*What this task involves:*
For this exercise, output the entries below exactly from the line that holds "ring pip: (209, 165)" to the line that holds "middle dip: (267, 174)", both ends included. No pictures belong in the copy.

*Data for review:*
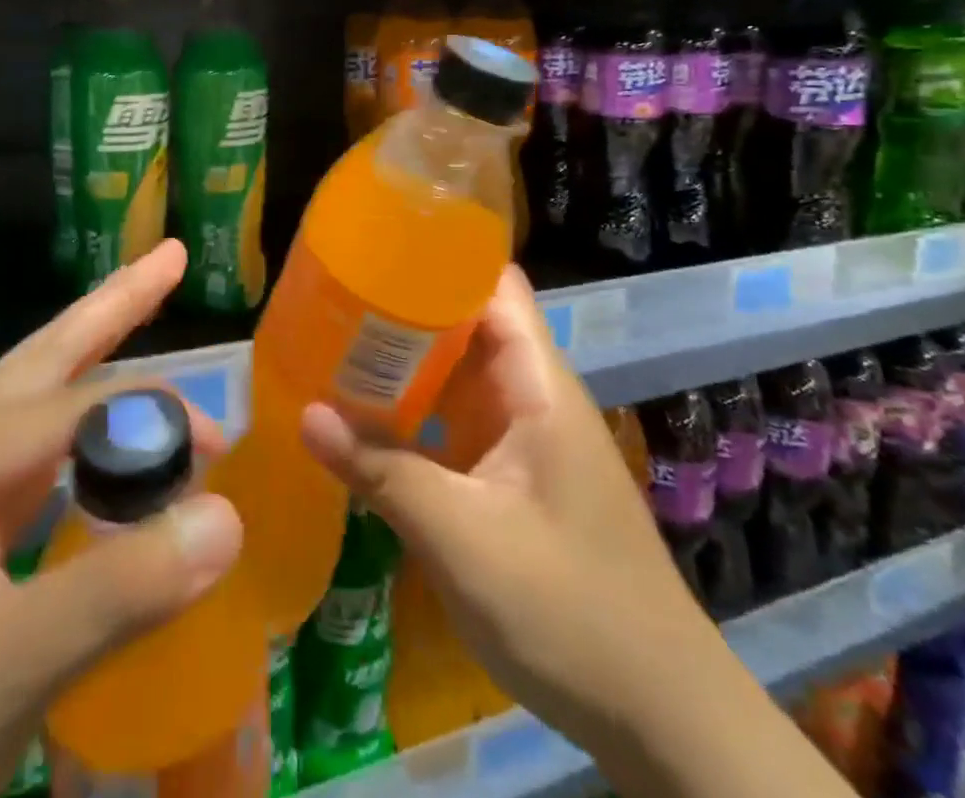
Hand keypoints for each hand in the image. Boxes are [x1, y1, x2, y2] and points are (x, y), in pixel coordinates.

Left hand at [0, 241, 242, 797]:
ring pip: (23, 414)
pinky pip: (13, 475)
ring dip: (89, 372)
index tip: (221, 443)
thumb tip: (228, 520)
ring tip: (138, 309)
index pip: (63, 412)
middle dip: (108, 310)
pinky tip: (98, 441)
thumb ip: (118, 590)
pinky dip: (68, 453)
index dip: (149, 419)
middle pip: (34, 367)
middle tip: (169, 256)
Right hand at [298, 264, 711, 750]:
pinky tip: (366, 419)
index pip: (492, 285)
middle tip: (331, 298)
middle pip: (467, 322)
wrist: (659, 716)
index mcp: (537, 384)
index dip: (440, 256)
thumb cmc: (570, 610)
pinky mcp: (515, 475)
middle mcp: (532, 395)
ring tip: (333, 344)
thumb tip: (305, 414)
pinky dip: (416, 410)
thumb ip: (383, 473)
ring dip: (405, 361)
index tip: (374, 247)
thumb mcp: (464, 539)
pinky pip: (458, 420)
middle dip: (404, 307)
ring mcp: (525, 436)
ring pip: (458, 373)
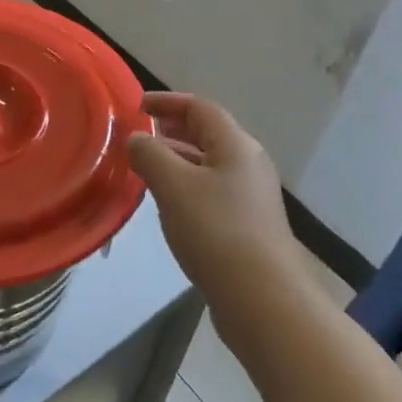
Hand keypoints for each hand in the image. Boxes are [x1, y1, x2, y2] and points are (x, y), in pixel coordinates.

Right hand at [127, 93, 297, 306]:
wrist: (263, 300)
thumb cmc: (216, 232)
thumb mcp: (174, 186)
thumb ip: (150, 154)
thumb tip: (138, 138)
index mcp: (236, 145)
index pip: (200, 107)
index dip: (168, 101)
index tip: (138, 106)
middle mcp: (249, 164)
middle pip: (208, 134)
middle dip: (173, 130)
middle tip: (141, 135)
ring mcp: (251, 197)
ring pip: (209, 165)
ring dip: (178, 160)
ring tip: (146, 169)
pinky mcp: (248, 227)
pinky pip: (212, 192)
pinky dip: (187, 187)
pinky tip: (169, 205)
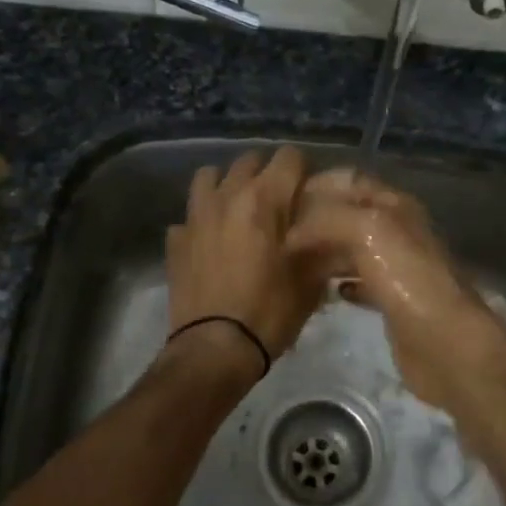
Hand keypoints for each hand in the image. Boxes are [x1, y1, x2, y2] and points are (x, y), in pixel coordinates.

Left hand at [165, 147, 321, 369]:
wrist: (215, 348)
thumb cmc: (269, 311)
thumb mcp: (311, 280)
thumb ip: (322, 245)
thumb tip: (330, 231)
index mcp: (263, 199)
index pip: (289, 157)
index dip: (304, 171)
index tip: (310, 193)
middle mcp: (227, 196)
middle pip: (249, 161)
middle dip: (267, 174)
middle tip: (280, 203)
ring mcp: (196, 216)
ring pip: (209, 177)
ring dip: (227, 185)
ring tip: (240, 210)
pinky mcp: (175, 240)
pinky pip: (189, 215)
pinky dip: (203, 221)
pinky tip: (212, 242)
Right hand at [286, 168, 505, 409]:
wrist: (444, 342)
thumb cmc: (407, 278)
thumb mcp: (366, 229)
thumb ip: (326, 220)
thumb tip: (292, 235)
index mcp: (394, 205)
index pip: (350, 182)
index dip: (316, 186)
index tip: (279, 201)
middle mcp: (396, 230)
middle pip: (347, 216)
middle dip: (313, 222)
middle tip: (274, 236)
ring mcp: (395, 267)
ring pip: (350, 249)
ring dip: (321, 252)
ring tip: (287, 263)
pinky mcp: (392, 301)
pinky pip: (357, 282)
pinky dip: (337, 282)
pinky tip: (316, 292)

*Task answer:*
ring pip: (209, 165)
ring dip: (178, 160)
ring tip: (146, 169)
pinky mcp: (248, 227)
pinky pip: (212, 192)
pinky dip: (187, 187)
pinky tip: (169, 205)
Hand keypoints for each hand in the image. Boxes are [x1, y1, x2, y2] and points are (x, y), in pixel coordinates.

Left hand at [165, 147, 321, 369]:
wrist: (215, 348)
thumb cmc: (269, 311)
thumb mcp: (311, 280)
thumb ip: (322, 245)
thumb tip: (330, 231)
index mcp: (263, 199)
index pip: (289, 157)
index dip: (304, 171)
index tip: (310, 193)
middle mcp: (227, 196)
middle pip: (249, 161)
middle dip: (267, 174)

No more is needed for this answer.